改了系统编码后,再访问查看mysql字符集.字符集没有什么变化.

mysql> SHOW GLOBAL VARIABLES LIKE '%character_set%';
+--------------------------+-------------------------------------------------------------+
| Variable_name            | Value                                                       |
+--------------------------+-------------------------------------------------------------+
| character_set_client     | latin1                                                      |
| character_set_connection | latin1                                                      |
| character_set_database   | latin1                                                      |
| character_set_filesystem | binary                                                      |
| character_set_results    | latin1                                                      |
| character_set_server     | latin1                                                      |
| character_set_system     | utf8                                                        |
| character_sets_dir       | /usr/local/mysql-5.7.16-linux-glibc2.5-i686/share/charsets/ |
+--------------------------+-------------------------------------------------------------+

在linux服务器端的终端访问mysql,再查看当前会话的字符集,发现客户端这几个字符集编码变为 “gb2312”!

mysql> SHOW VARIABLES LIKE '%character_set%';
+--------------------------+-------------------------------------------------------------+
| Variable_name            | Value                                                       |
+--------------------------+-------------------------------------------------------------+
| character_set_client     | gb2312                                                      |
| character_set_connection | gb2312                                                      |
| character_set_database   | latin1                                                      |
| character_set_filesystem | binary                                                      |
| character_set_results    | gb2312                                                      |
| character_set_server     | latin1                                                      |
| character_set_system     | utf8                                                        |
| character_sets_dir       | /usr/local/mysql-5.7.16-linux-glibc2.5-i686/share/charsets/ |
+--------------------------+-------------------------------------------------------------+

数据库默认字符集为 "character_set_database = latin1",所以当我们创建数据库没有指定字符集时,则使用默认设置。

mysql> CREATE DATABASE test;
mysql> SHOW CREATE DATABASE test;
+----------+-----------------------------------------------------------------+
| Database | Create Database                                                 |
+----------+-----------------------------------------------------------------+
| test     | CREATE DATABASE `test` /*!40100 DEFAULT CHARACTER SET latin1 */ |
+----------+-----------------------------------------------------------------+

此外,我们创建表的默认字符集为当前数据库的字符集。

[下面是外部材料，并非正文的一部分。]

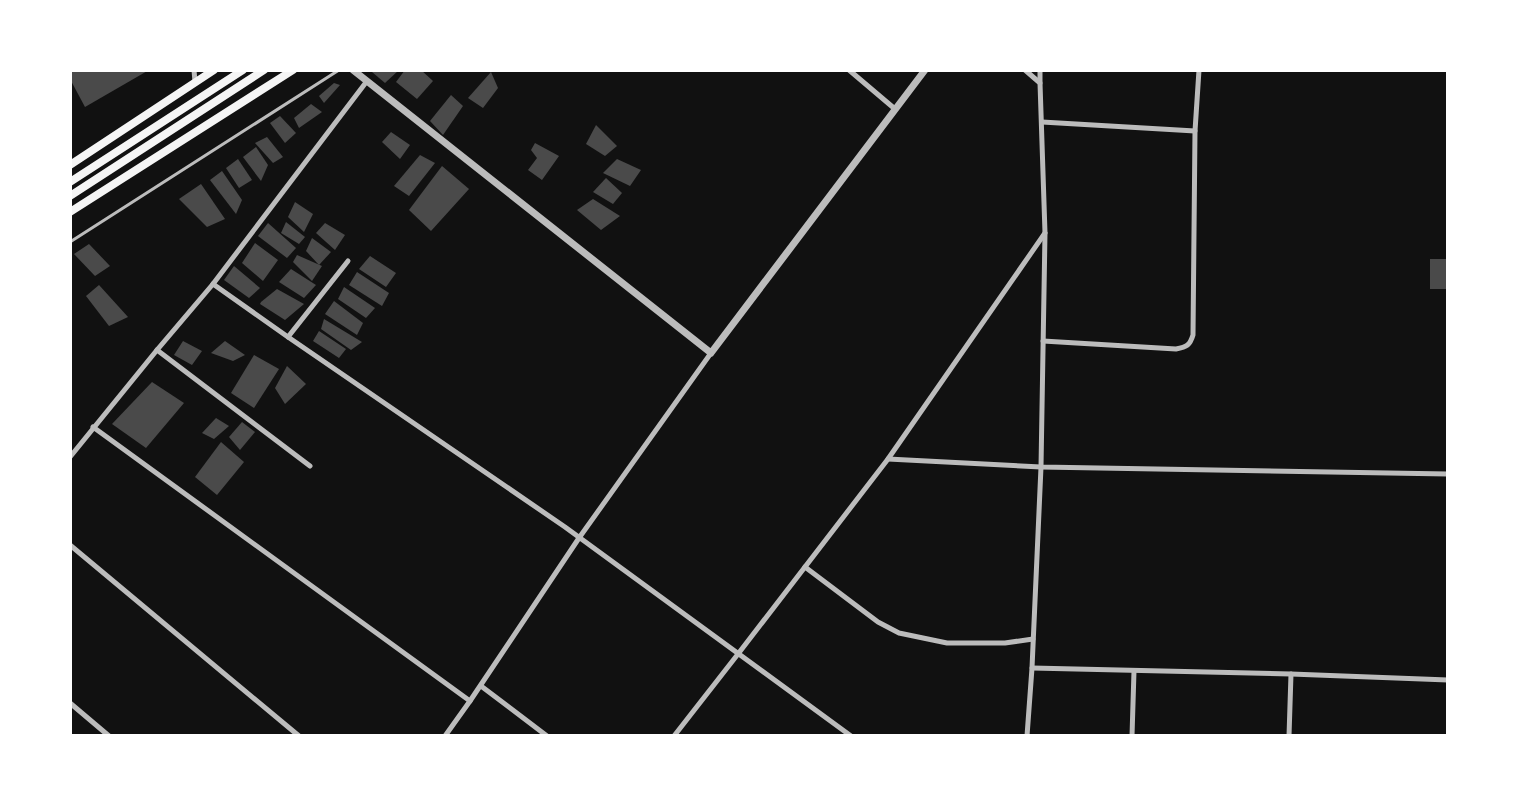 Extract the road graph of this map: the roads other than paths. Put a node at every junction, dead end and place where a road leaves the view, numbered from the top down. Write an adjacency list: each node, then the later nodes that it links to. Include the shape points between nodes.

如下,新创建的表字符集也为 “latin1”

mysql> USE test;
mysql> CREATE TABLE tab(id INT NOT NULL AUTO_INCREMENT,name VARCHAR(30) NOT NULL,PRIMARY KEY(iD));
mysql> SHOW CREATE  TABLE tab\G;
*************************** 1. row ***************************
       Table: tab
Create Table: CREATE TABLE `tab` (
  `id` int(11) NOT NULL AUTO_INCREMENT,
  `name` varchar(30) NOT NULL,
  PRIMARY KEY (`id`)
) ENGINE=InnoDB DEFAULT CHARSET=latin1

现在创建数据库,并且指定默认字符集为“utf8”,再创建一张未指定字符集的表和一张指定其他字符集的表。发现,未指定字符集的表默认字符集与数据库一致的。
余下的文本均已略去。